Mr Maginnis said Dr Mowlam clearly had disregarded any interest in the unionist side and was failing to take note of information given to her by her official intelligence sources. The party must now demand immediate talks with the British Prime Minister, he added.

"I think it's been absolutely ridiculous for the Secretary of State at the worst crisis moment we have had for some months to be spending a day at a pop concert after having spent the previous night on an entertainment show," Mr Maginnis said.

But a Downing Street spokesman responded by saying that Ms Mowlam - who attended the Robbie Williams concert at Slane on Saturday, and appeared on Patrick Kielty's TV programme on Friday - was "doing an extremely good job in extremely difficult circumstances".

The Deputy UUP leader, Mr John Taylor, said it was not the person that was the problem but rather her policies. "She must apply immediate sanctions on Sinn Fein, such as a halt to prisoner releases, because of the ongoing violence against Catholics."

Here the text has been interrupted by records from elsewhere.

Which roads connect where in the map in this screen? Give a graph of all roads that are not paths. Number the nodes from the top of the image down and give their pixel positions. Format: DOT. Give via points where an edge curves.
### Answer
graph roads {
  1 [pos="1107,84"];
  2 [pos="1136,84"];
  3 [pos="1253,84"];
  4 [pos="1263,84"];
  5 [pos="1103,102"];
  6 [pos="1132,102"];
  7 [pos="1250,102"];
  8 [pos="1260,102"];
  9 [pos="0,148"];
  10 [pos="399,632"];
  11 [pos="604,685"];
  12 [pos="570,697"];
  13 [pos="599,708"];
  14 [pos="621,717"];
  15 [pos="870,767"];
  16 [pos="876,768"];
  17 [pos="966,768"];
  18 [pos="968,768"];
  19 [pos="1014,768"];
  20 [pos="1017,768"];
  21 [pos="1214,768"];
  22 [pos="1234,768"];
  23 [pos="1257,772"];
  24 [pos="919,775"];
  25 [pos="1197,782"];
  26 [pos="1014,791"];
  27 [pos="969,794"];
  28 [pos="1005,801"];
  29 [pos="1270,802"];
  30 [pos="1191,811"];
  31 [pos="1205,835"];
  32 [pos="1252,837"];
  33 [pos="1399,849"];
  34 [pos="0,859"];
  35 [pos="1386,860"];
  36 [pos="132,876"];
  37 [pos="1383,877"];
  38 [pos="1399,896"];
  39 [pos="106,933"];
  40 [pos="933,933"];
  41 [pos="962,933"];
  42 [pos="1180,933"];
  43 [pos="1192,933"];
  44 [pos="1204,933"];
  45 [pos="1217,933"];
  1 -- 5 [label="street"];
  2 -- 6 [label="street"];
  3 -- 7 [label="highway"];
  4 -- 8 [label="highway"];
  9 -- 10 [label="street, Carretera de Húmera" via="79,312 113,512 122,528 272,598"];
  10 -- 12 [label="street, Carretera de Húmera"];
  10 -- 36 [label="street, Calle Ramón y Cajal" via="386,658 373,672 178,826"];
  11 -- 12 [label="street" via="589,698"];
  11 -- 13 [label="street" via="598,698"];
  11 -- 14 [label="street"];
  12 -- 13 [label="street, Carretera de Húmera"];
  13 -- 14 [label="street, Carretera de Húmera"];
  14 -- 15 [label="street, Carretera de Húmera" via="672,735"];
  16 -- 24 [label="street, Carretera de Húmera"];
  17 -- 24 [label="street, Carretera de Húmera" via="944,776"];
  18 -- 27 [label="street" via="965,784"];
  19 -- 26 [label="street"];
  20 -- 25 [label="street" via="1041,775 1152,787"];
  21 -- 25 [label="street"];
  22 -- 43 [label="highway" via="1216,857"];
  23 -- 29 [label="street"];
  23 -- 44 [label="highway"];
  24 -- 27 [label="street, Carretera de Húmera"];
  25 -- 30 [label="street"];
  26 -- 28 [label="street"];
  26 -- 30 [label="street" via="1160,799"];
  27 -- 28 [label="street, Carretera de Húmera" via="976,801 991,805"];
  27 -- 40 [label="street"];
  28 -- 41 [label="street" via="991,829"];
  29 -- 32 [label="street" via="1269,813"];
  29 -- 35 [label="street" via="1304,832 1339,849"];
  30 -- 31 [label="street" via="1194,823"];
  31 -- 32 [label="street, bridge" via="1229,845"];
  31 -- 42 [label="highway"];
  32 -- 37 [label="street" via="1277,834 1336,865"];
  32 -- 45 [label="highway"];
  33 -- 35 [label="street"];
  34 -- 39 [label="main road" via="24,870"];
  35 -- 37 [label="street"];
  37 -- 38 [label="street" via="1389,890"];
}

Mr Taylor added that if there were no sanctions against Sinn Fein the party was clearly not committed to democratic principles and he would refuse to sit down with its members in the review.

The anti-agreement Ulster Unionist MP, Mr Jeffrey Donaldson, said yesterday that Dr Mowlam was showing a complete "indifference" to violence and that the UUP was further considering mounting a legal challenge to her ruling that the IRA ceasefire had not broken down.

Mr Vincent McKenna, of the Northern Ireland Human Rights Bureau, aided two of the five teenagers from Dungannon, Co Tyrone, who were threatened and helped them to find shelter together in London. He has also called for Dr Mowlam's resignation.

According to Mr McKenna, loyalist and republican paramilitaries were now exploiting the "green light" to carry out internal housekeeping.

"It is now time that the Secretary of State resigned for it is she that has failed miserably in both her moral and legal duty."

The human rights group FAIT also condemned the upsurge in paramilitary violence. A FAIT spokesman, Mr Sam Cushnahan, called on Dr Mowlam to review last week's decision "before any more atrocities occur".

The SDLP Assembly member, Mr Sean Farren, has described the current situation regarding punishment attacks and exclusion orders as unacceptable and said it raised "profound questions" about the intentions of the paramilitaries towards the implementation of the Belfast Agreement.

Meanwhile, the Alliance Party's Mr David Ford yesterday urged Dr Mowlam to redefine the meaning of a ceasefire following the expulsion of the seven teenagers.

Mr Ford said the expelling of alleged anti-social teenagers should be added to the criteria that are deemed to represent the breach of a ceasefire.